▶ Required action:
Where the string "Rheinauer" shows up in a line of the records, copy that line.

▶ Material provided:
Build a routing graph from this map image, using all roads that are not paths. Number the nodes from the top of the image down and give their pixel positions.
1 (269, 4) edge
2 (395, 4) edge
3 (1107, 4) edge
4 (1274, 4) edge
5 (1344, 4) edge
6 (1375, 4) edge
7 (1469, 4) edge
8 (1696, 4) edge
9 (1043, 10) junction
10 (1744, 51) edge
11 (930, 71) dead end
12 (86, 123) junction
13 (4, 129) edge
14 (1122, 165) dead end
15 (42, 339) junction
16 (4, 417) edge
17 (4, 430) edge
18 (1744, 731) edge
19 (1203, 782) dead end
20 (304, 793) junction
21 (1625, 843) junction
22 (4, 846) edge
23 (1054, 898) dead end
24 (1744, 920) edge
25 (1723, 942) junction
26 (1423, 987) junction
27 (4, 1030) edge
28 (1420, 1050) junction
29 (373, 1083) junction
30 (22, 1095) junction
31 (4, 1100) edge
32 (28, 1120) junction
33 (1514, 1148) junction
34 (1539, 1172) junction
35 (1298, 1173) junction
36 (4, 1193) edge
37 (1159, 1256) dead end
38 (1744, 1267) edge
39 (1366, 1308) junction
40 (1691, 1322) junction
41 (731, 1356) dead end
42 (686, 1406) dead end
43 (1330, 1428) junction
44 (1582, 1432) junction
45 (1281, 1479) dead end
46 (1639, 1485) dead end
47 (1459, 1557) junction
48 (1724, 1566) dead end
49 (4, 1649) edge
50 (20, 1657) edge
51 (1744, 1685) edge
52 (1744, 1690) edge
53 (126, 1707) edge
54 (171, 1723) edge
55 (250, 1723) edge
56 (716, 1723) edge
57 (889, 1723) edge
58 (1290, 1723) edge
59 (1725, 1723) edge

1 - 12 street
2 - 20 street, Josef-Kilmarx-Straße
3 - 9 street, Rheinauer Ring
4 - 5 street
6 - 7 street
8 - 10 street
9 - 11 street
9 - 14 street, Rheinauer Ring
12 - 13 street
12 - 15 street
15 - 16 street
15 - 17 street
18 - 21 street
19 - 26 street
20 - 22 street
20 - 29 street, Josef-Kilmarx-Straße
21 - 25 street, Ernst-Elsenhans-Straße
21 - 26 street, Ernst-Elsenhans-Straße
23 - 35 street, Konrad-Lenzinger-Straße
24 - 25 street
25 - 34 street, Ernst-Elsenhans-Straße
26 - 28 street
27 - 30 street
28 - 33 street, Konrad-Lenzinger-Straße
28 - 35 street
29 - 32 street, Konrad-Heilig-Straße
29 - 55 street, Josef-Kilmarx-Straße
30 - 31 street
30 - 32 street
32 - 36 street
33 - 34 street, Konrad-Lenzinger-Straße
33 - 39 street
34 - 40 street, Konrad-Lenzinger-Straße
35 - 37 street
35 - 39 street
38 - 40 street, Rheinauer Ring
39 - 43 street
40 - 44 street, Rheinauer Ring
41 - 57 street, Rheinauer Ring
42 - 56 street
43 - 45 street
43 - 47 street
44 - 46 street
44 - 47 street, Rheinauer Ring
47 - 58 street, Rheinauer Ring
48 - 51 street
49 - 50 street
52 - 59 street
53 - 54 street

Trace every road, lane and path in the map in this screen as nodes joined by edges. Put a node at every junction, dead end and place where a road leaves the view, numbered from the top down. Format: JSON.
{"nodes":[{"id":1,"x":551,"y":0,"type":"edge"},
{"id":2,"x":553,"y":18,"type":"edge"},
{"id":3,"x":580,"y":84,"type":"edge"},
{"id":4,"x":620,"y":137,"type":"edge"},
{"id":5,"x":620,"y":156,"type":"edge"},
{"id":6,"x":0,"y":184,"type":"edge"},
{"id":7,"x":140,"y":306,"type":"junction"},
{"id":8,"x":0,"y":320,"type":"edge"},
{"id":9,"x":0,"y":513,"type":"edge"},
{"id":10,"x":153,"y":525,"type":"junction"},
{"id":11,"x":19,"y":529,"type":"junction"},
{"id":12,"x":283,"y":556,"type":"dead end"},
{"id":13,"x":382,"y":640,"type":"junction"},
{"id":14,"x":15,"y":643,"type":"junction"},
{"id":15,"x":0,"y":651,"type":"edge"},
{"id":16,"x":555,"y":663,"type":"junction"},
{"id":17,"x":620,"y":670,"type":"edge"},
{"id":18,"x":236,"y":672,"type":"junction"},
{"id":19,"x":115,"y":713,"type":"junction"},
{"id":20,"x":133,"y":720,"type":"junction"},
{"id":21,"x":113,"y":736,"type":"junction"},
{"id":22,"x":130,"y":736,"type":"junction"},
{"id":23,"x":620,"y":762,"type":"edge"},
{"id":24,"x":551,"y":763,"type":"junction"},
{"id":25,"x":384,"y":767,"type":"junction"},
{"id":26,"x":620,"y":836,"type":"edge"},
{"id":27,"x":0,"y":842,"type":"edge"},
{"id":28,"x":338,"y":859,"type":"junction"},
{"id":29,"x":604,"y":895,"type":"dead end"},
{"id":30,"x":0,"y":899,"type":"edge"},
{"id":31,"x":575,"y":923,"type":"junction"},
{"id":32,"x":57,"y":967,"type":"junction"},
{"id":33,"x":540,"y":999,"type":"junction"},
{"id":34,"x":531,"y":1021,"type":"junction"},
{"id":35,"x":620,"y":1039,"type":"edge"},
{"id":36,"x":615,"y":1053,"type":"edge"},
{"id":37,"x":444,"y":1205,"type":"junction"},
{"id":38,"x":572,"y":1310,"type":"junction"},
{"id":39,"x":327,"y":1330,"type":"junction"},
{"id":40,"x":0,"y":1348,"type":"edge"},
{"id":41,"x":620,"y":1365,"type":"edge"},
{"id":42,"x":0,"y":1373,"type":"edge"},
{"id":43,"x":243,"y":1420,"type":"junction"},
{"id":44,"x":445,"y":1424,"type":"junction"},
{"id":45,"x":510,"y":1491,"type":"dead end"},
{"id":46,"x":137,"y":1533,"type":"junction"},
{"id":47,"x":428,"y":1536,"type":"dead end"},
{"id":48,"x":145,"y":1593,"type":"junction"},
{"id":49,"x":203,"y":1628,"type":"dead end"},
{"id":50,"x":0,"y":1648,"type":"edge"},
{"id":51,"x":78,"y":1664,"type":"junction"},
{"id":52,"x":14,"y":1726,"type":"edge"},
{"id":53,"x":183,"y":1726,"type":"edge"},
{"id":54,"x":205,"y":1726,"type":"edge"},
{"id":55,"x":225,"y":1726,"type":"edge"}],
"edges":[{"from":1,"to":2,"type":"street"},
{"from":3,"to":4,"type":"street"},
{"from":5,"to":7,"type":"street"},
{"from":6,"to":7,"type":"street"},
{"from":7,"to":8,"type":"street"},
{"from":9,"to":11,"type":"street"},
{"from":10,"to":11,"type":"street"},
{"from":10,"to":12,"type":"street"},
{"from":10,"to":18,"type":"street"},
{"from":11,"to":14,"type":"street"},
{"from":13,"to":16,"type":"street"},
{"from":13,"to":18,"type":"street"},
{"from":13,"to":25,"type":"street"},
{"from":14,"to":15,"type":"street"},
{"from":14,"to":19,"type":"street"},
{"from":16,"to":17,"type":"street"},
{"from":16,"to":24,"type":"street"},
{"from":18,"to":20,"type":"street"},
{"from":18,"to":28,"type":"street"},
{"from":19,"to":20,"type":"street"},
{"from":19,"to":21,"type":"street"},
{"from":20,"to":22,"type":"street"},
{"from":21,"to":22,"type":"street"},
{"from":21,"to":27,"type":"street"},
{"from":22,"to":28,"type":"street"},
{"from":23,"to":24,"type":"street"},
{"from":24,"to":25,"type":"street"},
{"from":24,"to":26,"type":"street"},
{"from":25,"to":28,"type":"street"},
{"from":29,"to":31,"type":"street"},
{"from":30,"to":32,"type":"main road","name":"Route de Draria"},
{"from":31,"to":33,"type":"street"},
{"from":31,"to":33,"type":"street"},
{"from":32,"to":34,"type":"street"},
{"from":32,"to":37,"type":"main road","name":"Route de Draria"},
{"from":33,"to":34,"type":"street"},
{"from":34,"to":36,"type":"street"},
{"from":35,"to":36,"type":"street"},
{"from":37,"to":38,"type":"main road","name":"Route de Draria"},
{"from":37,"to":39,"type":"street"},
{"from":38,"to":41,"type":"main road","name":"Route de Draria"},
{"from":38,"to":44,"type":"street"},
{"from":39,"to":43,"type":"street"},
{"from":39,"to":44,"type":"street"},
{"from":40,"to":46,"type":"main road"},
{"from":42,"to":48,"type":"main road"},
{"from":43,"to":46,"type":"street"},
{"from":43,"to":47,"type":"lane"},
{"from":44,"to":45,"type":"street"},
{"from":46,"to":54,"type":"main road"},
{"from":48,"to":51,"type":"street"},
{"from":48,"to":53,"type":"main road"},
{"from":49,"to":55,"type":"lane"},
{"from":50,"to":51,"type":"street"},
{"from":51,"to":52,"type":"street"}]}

▶ Solution for this exercise:
3 - 9 street, Rheinauer Ring
9 - 14 street, Rheinauer Ring
38 - 40 street, Rheinauer Ring
40 - 44 street, Rheinauer Ring
41 - 57 street, Rheinauer Ring
44 - 47 street, Rheinauer Ring
47 - 58 street, Rheinauer Ring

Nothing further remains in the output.